Il faut d’abord que l’on sache, et la Révélation nous l’apprend d’ailleurs, qu’il y a dans l’homme deux natures : le corps et l’esprit. C’est pourquoi il est dit dans l’Ecriture : qui se connaît lui-même connaît toutes les créatures ; car toutes les créatures sont ou corps ou esprit. Aussi l’Ecriture dit-elle en parlant de l’homme, qu’il est en nous un homme extérieur et un autre, l’homme intérieur.

Fait partie de l’homme extérieur tout ce qui, bien qu’inhérent à l’âme, est lié et mêlé à la chair et agit en coopération corporelle avec chaque membre, œil, oreille, langue, main, etc. Et c’est tout cela que l’Ecriture appel le vieil homme, l’homme terrestre, l’homme extérieur, l’homme ennemi, l’homme esclave.
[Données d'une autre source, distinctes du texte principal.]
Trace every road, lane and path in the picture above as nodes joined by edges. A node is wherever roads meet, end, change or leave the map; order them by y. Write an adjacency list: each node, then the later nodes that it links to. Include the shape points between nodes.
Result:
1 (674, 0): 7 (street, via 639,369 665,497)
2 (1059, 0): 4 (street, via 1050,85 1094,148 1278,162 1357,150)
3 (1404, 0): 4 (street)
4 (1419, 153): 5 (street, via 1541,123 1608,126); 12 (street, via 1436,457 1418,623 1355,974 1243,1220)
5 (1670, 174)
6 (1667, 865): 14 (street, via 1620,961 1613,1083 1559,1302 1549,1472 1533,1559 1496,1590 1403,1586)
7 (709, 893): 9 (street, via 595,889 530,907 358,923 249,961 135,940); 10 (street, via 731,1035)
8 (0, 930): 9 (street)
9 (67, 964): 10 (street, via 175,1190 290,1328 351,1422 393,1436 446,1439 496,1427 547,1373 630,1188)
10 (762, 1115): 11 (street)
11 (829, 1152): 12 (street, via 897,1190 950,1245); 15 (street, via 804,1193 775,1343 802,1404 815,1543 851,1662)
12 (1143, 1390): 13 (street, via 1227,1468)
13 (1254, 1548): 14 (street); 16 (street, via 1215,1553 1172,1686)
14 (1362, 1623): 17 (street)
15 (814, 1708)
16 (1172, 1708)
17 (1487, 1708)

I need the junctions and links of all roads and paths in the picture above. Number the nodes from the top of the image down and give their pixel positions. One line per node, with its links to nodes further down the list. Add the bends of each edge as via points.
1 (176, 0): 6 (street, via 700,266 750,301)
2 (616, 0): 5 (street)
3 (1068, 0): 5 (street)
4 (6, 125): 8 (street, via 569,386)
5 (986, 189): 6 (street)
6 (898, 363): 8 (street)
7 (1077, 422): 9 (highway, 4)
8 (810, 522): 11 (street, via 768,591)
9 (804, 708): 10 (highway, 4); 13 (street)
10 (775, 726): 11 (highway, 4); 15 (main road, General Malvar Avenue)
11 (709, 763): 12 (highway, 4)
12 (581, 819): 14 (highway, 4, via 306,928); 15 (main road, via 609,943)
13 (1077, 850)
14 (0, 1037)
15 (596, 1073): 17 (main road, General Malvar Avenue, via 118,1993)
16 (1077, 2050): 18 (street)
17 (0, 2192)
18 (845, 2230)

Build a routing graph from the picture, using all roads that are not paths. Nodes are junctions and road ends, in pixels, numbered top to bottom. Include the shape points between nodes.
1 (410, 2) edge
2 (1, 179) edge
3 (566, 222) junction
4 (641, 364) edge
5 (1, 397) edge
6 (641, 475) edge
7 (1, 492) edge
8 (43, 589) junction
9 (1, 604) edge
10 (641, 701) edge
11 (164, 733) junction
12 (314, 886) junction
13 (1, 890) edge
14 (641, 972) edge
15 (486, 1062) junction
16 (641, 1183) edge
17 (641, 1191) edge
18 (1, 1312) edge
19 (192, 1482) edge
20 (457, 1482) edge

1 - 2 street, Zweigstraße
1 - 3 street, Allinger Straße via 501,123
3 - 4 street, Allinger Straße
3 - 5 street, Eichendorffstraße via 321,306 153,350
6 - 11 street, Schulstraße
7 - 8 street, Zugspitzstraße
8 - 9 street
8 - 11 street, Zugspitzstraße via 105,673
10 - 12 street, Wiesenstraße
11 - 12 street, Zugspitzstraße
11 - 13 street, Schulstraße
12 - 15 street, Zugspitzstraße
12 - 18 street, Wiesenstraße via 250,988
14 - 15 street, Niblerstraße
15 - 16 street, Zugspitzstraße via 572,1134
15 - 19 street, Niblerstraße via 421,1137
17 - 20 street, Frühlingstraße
L’autre homme qui est en nous, c’est l’homme intérieur ; celui-là, l’Ecriture l’appelle un nouvel homme, un homme céleste, un homme jeune, un ami, un homme noble. Et c’est de celui-là que parle Notre Seigneur, disant qu’un homme noble s’en fut en un pays étranger, se conquit un royaume et s’en revint chez lui. C’est encore à cela qu’il nous faut penser, quand saint Jérôme rapporte l’enseignement commun des maîtres selon que tout homme, du fait même qu’il est homme, a un bon esprit, un ange, et un mauvais esprit, un démon. Le bon ange nous conseille et nous attire sans cesse vers ce qui est bon et divin, ce qui est vertueux, céleste, éternel. Le mauvais esprit conseille et attire sans cesse l’homme vers ce qui est temporel et périssable, ce qui est pécheur, mauvais et diabolique. Ce mauvais esprit est toujours en coquetterie avec l’homme extérieur, par l’intermédiaire duquel il guette constamment l’homme, Adam. L’homme intérieur, c’est Adam, l’homme dans l’âme. C’est lui le bon arbre dont Notre Seigneur parle, qui toujours et sans cesse produit de bons fruits ; il est également le champ où Dieu a planté son image et sa ressemblance et où il jette la bonne semence, la racine de toute sagesse, de tout art, de toute vertu, de toute bonté, semence de nature divine. Cette semence, c’est le Fils de Dieu, le Verbe de Dieu !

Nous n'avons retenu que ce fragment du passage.